(Dataset records)
══════
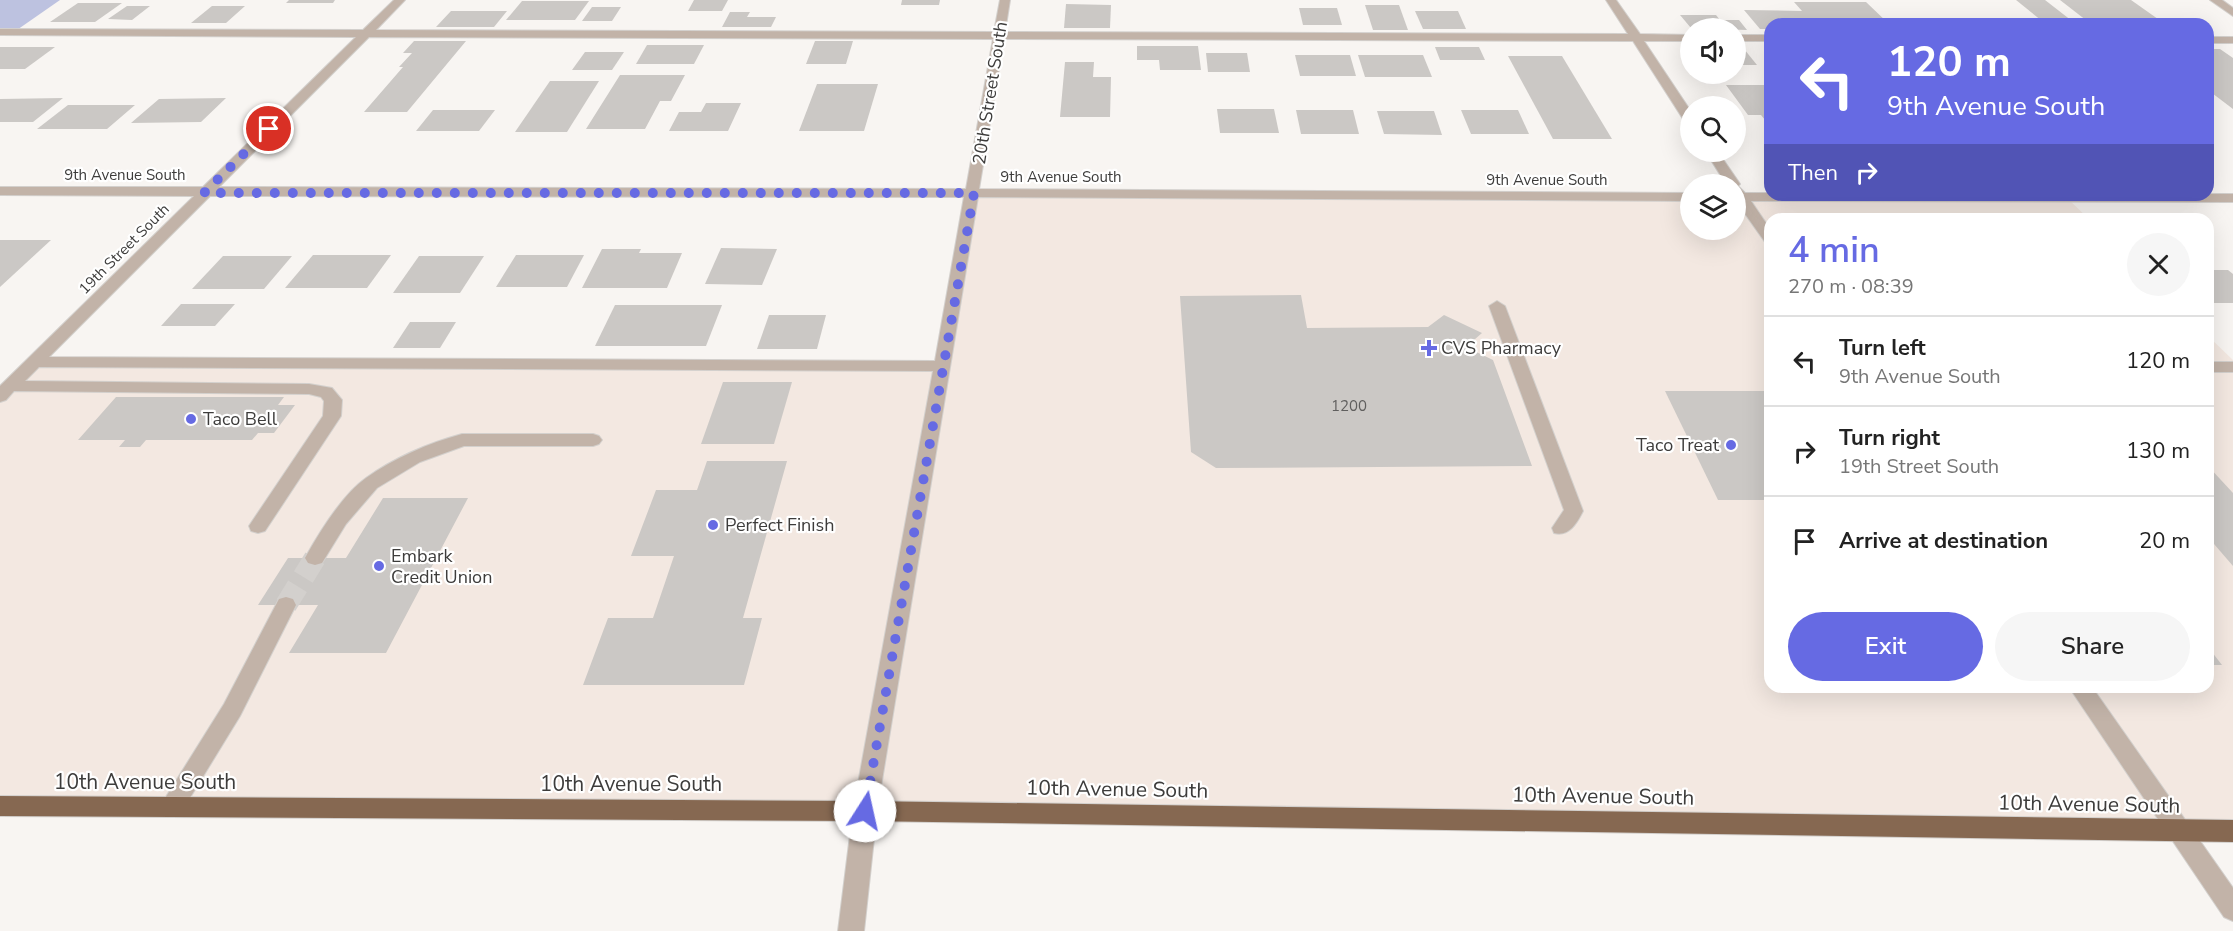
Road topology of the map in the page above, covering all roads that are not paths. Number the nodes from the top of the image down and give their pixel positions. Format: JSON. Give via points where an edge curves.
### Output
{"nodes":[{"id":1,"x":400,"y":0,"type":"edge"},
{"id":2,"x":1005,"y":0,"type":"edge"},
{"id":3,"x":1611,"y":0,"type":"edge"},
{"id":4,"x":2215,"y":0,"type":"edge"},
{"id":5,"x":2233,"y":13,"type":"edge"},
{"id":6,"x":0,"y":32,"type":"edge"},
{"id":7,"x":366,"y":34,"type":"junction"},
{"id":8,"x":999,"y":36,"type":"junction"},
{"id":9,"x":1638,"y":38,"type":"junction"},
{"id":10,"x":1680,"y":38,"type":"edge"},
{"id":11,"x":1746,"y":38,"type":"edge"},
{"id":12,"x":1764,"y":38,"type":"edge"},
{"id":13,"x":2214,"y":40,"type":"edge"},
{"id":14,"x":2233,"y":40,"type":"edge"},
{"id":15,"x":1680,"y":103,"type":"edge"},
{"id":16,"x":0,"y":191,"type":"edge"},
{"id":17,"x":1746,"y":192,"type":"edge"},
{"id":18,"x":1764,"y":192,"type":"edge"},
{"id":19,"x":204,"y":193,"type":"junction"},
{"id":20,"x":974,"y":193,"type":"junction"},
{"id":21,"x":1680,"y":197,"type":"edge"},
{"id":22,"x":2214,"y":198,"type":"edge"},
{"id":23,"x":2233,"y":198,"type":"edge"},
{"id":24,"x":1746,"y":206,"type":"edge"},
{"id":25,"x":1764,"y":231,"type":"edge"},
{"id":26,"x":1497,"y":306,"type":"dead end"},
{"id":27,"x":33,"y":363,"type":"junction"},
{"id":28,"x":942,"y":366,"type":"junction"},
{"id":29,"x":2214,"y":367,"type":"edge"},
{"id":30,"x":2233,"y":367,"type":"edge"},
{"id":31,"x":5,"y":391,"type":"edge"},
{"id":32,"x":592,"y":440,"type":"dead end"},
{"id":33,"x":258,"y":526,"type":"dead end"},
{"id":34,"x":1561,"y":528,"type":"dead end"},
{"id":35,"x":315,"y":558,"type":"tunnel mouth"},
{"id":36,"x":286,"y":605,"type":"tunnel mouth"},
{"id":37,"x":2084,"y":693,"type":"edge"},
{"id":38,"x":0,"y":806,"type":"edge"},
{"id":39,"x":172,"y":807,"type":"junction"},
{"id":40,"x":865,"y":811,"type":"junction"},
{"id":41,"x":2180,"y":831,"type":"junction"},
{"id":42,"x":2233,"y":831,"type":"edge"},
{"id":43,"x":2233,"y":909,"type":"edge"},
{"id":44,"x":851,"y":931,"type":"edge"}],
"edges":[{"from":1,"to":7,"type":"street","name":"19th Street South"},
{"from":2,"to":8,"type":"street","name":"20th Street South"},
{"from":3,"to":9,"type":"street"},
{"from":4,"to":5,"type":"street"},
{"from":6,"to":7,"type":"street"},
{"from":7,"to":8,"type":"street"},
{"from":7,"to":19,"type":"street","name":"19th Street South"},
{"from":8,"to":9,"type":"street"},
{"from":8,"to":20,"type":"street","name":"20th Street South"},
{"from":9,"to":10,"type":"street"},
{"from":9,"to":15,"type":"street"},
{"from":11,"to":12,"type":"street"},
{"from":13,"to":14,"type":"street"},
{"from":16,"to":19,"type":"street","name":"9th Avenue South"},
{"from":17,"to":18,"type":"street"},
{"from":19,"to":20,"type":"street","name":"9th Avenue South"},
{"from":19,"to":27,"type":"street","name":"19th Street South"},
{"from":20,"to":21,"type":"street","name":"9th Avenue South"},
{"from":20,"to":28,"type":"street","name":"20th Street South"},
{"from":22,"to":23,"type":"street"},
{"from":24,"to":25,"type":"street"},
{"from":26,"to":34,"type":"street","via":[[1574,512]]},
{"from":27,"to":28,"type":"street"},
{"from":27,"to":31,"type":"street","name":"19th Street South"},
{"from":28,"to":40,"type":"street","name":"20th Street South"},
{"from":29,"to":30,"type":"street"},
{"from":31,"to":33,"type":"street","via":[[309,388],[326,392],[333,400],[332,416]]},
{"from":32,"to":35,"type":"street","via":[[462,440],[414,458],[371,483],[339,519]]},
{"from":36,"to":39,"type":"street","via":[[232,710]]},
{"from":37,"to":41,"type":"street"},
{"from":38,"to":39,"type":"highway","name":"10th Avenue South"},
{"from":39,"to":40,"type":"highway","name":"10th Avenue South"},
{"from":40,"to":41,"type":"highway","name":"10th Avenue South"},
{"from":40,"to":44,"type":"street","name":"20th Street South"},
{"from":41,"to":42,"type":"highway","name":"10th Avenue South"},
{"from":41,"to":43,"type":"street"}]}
══════
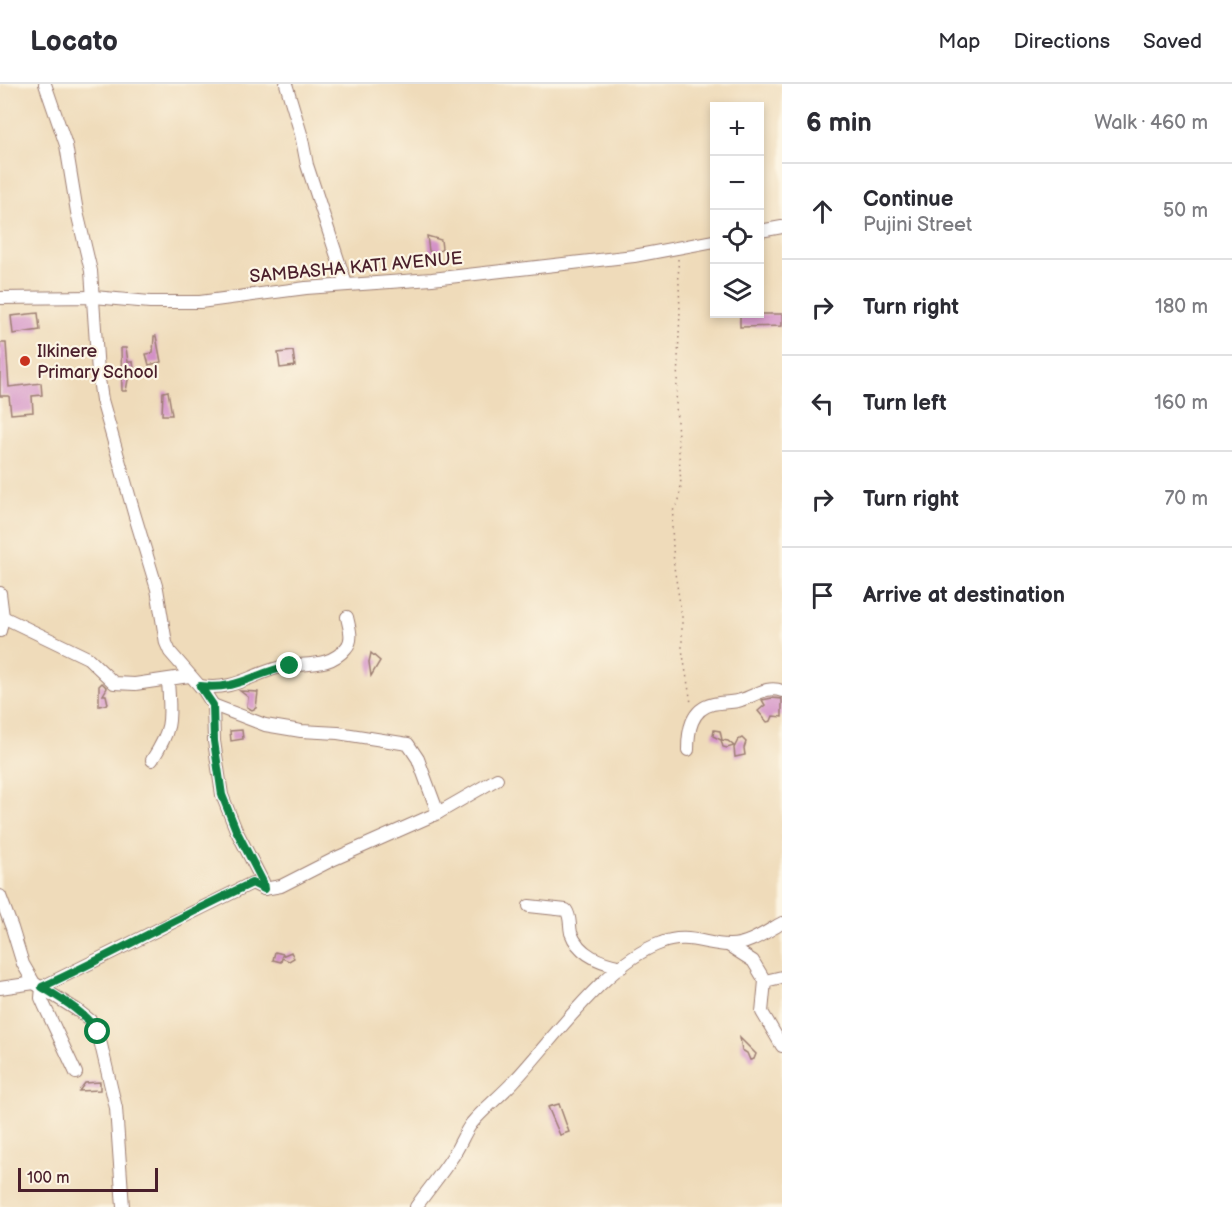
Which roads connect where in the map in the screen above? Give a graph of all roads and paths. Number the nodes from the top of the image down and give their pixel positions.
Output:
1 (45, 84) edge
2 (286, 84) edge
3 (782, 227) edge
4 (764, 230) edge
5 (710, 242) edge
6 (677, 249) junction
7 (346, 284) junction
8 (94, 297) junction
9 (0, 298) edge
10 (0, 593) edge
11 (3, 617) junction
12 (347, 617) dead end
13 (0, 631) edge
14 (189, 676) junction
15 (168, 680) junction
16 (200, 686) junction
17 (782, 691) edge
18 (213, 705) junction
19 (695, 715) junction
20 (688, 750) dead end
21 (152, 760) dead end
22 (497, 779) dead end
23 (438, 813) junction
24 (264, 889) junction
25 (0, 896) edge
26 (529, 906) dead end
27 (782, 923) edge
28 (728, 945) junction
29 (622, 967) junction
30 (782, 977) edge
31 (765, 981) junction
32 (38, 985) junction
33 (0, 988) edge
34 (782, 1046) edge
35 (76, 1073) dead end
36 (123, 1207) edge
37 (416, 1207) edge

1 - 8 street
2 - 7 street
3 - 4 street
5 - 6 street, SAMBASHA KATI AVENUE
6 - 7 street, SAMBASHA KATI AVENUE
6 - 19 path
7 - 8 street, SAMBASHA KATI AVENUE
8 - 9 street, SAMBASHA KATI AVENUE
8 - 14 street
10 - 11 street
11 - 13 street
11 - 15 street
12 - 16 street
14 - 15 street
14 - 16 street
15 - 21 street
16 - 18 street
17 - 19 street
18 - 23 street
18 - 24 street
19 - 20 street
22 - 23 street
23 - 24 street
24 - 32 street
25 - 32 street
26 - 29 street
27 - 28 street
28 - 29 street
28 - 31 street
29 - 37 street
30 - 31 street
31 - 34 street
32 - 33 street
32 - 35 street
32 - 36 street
══════
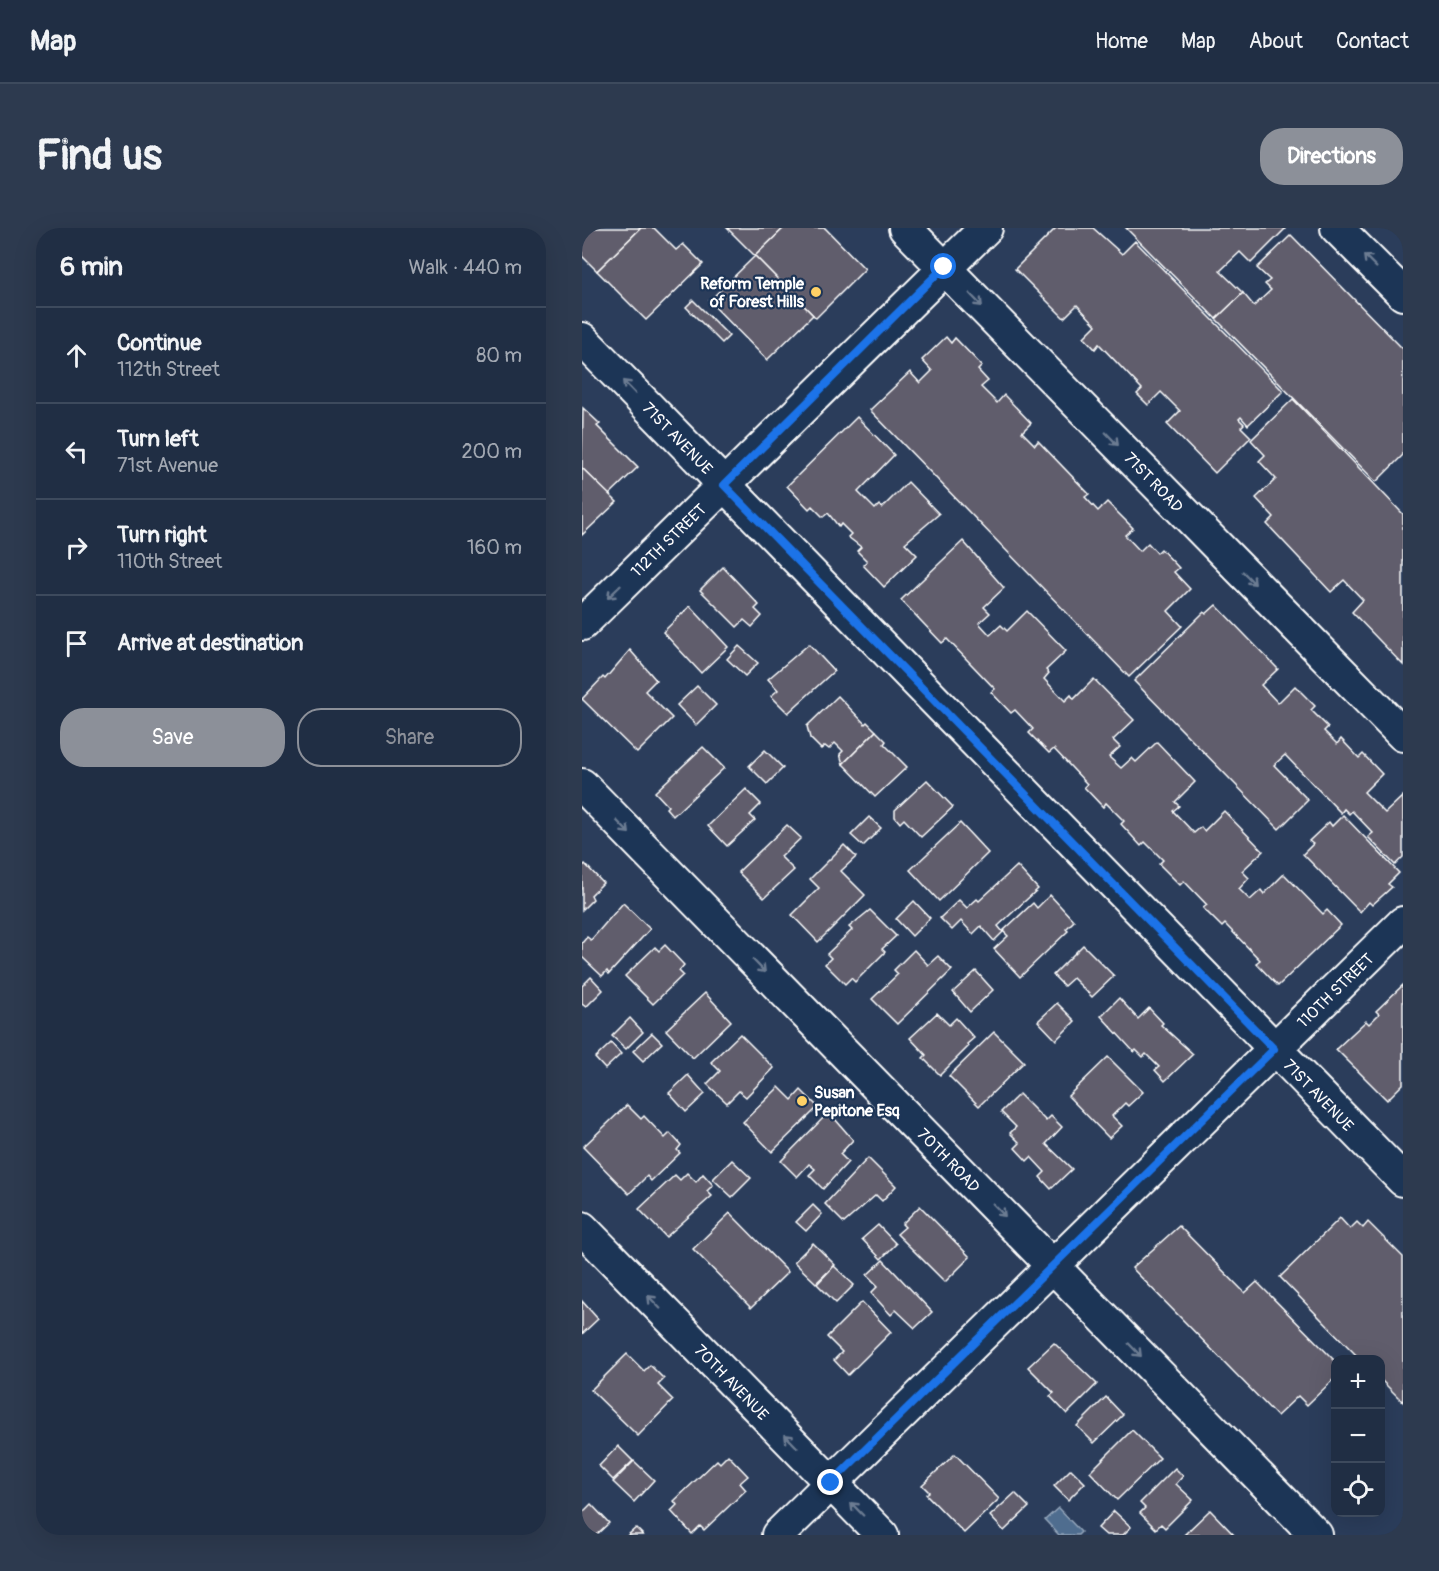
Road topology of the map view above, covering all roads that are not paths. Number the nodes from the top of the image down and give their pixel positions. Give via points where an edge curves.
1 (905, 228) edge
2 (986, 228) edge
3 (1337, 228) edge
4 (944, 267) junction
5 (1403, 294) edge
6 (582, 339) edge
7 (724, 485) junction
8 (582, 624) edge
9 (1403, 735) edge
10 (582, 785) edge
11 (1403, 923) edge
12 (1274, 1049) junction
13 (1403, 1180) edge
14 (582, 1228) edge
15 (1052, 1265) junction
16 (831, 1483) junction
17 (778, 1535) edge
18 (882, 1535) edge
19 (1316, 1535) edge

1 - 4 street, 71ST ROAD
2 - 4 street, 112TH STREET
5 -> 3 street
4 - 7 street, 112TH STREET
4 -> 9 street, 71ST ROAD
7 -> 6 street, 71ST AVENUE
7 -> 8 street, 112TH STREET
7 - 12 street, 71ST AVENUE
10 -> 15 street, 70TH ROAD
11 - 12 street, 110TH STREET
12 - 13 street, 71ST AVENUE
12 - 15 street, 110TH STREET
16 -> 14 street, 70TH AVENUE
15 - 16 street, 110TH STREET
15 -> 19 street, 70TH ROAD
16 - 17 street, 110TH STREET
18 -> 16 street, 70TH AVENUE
══════
(About this exercise)
Your answer should be each line from the entries that includes the string "nodes".

(Answer below)
Road topology of the map in the page above, covering all roads that are not paths. Number the nodes from the top of the image down and give their pixel positions. Format: JSON. Give via points where an edge curves.
{"nodes":[{"id":1,"x":400,"y":0,"type":"edge"},
Which roads connect where in the map in the screen above? Give a graph of all roads and paths. Number the nodes from the top of the image down and give their pixel positions.
Road topology of the map view above, covering all roads that are not paths. Number the nodes from the top of the image down and give their pixel positions. Give via points where an edge curves.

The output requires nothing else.